Corporal_Punishment@feddit.uk 4 days ago
When i was in the police (UK) we did crime scene training, and a few hours of it involved talking about how we can try and cope when seeing a dead body for the first time.
The advice we were given is that basically they are no longer a person. They are a fleshy meat sack which we should consider as being evidence of a potential crime. We were told to ignore the body and concentrate on the scene.
What can we see/smell/hear. Document everything. Were lights on/off, were doors locked/unlocked. Windows open/closed. Smashed glass on the inside of the house or the outside.
It didn’t matter if it was suspicious or not. We were reminded we weren’t detectives, we weren’t there to solve a murder, just secure evidence.

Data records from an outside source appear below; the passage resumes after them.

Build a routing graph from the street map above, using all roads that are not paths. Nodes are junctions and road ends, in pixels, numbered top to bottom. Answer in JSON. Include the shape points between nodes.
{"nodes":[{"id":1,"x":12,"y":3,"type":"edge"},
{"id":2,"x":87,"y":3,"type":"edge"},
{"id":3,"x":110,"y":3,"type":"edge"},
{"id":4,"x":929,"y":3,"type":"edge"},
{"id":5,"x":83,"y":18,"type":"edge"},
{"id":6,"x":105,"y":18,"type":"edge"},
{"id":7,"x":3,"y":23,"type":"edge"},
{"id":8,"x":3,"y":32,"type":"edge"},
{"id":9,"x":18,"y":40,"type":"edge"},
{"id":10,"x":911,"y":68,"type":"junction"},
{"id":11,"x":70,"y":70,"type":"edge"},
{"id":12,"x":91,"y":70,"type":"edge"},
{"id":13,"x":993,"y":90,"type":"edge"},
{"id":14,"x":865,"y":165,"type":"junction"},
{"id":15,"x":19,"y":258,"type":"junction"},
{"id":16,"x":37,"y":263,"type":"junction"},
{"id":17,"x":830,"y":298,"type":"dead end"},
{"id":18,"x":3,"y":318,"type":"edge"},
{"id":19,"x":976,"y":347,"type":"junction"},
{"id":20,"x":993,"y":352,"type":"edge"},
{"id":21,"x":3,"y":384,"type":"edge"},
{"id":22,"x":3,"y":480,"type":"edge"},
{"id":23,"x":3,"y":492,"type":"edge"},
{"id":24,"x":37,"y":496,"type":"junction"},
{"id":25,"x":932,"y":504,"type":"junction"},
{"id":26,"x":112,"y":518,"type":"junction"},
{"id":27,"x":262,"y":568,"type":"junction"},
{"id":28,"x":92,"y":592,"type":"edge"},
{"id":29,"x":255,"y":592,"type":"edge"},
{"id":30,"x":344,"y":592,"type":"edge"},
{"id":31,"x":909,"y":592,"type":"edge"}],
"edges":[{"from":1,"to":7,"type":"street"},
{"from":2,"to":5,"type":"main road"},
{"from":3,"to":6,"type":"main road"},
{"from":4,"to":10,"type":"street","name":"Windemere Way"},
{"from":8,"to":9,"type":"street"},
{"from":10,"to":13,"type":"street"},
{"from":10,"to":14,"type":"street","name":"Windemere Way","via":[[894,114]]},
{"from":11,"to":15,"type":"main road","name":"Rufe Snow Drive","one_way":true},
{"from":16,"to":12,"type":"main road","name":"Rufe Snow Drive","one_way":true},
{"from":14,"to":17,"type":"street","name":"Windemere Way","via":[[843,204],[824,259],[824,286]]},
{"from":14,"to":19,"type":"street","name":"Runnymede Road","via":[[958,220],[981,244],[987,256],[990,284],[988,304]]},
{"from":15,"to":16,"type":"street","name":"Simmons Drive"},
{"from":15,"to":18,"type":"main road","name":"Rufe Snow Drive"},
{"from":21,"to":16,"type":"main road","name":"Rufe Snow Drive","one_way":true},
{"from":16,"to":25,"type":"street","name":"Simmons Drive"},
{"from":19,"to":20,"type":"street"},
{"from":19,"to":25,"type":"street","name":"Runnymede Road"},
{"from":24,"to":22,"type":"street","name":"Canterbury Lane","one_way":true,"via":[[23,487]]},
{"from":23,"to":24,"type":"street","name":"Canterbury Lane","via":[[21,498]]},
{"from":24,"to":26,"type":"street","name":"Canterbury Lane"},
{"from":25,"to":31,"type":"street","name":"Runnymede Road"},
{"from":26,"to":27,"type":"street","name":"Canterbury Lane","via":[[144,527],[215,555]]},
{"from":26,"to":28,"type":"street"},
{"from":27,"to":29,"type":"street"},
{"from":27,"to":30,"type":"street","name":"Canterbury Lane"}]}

And it worked. Found a dead person on my second day. She, like every other sinilar job I’d been to had died of natural causes. But I remembered my training and just did my job.
Other cops would rely on humour. Ignore the corpse, crack jokes.
And yes, we were shown pictures of incredibly gruesome scenes. My favourite was the embolism, looked like a scene from Saw.
Klear@piefed.world 4 days ago
Holy shit l, that was fast. Or is it that common?
Triumph@fedia.io 4 days ago
A lot of people die.
KubrickFR@lemmy.world 4 days ago
*everybody dies
SatyrSack@quokk.au 4 days ago
[citation needed]
Diddlydee@feddit.uk 3 days ago
*so far
Corporal_Punishment@feddit.uk 3 days ago
Haha no. Most people who died from natural causes were found by family members and we wouldn’t be involved. We were only called because it started as a concern for safety call and we were needed to force entry.
As a trainee I needed the experience with all different types of job so my tutor would cherry pick incidents and take us to stuff like this to broaden what I was exposed to.